そして成功した国家の規範や組織についてグループ淘汰の産物だと主張するのは「課税ベースが大きく,強い政府や魅惑的なイデオロギーや効率的な軍隊を持つ国家がテリトリーを広げる」という伝統的な歴史記述と何ら変わらないとも指摘している.
5. サマリー
ピンカーは最後にサマリーをおいている.そこでは要するに「グループ淘汰」が持ち出されるときに,ほとんどの場合緩いほのめかしに過ぎず,より正確に概念化されると理論的にも実証的にも怪しくなると指摘し,ヒトの社会の問題を解決するために進化的に考察する際の邪魔になっているだけだと主張している.
私の感想は以下の通り
- ピンカーは「新しいグループ淘汰理論」支持者たちが実際にどういう主張を行っているかに絞って批判している.そして特にヒトの社会や心理についてグループ淘汰的に説明されるときには(新しいグループ淘汰論者が数理的に包括適応度理論と等価だとがんばるときと異なって)極めてスロッピーになっていることを批判している.
- 要するに「理論が包括適応度理論と等価で正しいとしても,一体それを使って何を言っているの?」というわけだ.
- そしてピンカーの批判の具体的な中身は「新しいグループ淘汰」的なものよりも「ナイーブグループ淘汰」的な主張に対するものだ.それは,実際にはヒトの心理や社会に関する彼等の主張は「新しいグループ淘汰理論」的にきちんとマルチレベルでグループの方が優先する理由を詰めた主張はほとんどなく,このようなナイーブな主張が多いということだろう.

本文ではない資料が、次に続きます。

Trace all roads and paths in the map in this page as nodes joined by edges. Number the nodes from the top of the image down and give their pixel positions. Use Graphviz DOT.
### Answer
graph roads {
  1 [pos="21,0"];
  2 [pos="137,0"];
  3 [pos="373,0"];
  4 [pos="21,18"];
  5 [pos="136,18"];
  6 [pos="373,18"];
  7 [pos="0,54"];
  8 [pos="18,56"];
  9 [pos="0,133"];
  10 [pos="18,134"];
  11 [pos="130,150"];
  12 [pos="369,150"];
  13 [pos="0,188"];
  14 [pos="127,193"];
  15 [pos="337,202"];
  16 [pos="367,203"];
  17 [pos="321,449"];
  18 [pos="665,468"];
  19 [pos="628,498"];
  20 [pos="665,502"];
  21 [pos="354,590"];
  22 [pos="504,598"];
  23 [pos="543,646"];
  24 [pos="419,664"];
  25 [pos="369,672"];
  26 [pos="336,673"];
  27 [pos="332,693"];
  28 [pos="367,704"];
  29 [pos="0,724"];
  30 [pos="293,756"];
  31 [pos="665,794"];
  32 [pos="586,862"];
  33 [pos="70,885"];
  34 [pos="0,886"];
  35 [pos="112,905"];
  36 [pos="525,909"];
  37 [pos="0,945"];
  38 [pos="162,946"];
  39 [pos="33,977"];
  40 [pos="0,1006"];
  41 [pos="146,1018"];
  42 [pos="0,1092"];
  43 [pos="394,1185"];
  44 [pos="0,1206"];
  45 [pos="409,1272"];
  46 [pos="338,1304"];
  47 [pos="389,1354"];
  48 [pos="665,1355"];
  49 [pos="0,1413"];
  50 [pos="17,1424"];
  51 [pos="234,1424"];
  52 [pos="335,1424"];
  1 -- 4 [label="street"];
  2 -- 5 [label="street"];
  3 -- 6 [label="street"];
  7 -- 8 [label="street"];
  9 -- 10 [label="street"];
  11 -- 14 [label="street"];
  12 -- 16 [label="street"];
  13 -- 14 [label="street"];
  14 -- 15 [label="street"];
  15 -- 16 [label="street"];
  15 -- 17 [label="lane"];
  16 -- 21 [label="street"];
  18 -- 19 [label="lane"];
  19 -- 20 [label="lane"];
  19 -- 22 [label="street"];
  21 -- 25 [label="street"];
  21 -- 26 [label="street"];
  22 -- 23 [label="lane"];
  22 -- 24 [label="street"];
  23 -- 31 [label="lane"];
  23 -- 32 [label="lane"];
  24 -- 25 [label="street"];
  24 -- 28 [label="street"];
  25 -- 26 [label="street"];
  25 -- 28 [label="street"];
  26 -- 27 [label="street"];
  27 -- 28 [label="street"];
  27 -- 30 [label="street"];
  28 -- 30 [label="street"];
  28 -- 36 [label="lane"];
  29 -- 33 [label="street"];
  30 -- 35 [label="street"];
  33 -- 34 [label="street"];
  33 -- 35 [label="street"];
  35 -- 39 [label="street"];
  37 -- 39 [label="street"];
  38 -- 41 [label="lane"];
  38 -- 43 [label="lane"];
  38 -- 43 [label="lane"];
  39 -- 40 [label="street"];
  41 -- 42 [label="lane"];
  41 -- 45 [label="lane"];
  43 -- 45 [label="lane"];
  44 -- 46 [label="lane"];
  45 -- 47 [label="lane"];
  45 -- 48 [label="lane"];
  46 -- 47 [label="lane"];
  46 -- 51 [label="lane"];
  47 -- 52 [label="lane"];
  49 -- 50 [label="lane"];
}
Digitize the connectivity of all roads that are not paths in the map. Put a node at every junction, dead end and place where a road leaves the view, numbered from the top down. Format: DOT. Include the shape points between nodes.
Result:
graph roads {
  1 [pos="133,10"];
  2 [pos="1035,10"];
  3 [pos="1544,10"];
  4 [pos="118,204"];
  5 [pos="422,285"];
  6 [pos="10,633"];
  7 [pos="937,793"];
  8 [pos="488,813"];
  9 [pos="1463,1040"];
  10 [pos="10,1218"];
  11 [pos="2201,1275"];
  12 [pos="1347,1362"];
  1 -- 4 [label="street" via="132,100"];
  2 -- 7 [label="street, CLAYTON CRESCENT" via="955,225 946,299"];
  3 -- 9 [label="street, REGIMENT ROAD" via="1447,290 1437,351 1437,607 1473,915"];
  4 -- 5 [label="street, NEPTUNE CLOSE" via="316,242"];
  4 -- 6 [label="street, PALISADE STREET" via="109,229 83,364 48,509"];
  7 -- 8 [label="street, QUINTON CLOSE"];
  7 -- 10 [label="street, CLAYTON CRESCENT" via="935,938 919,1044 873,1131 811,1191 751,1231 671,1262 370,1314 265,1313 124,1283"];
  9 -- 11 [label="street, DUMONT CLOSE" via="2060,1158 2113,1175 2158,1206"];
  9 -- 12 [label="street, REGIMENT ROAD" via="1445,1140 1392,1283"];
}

- 考えてみると「新しいグループ淘汰」を用いてわざわざ「血縁者を優遇したり互恵的取引相手に親切にすること」を(等価な理論であれば可能だろうが)苦労して説明することに有用性があるようには思えないだろう.
- そもそも等価なのに何故グループ淘汰理論で説明しようとするのか.D. S. Wilsonは因果の実在性という観点からその方がより良い説明だと主張しているようだが,少なくともヒトの心理の説明については実際にはよい説明にはなっていないということなのだろう.(具体的にいえば,新しいグループ淘汰理論によって道徳的感情の詳細や名声マネジメントをうまく説明できないということだ) ピンカーの本稿はそこを鋭く突いているとみることもできるだろう.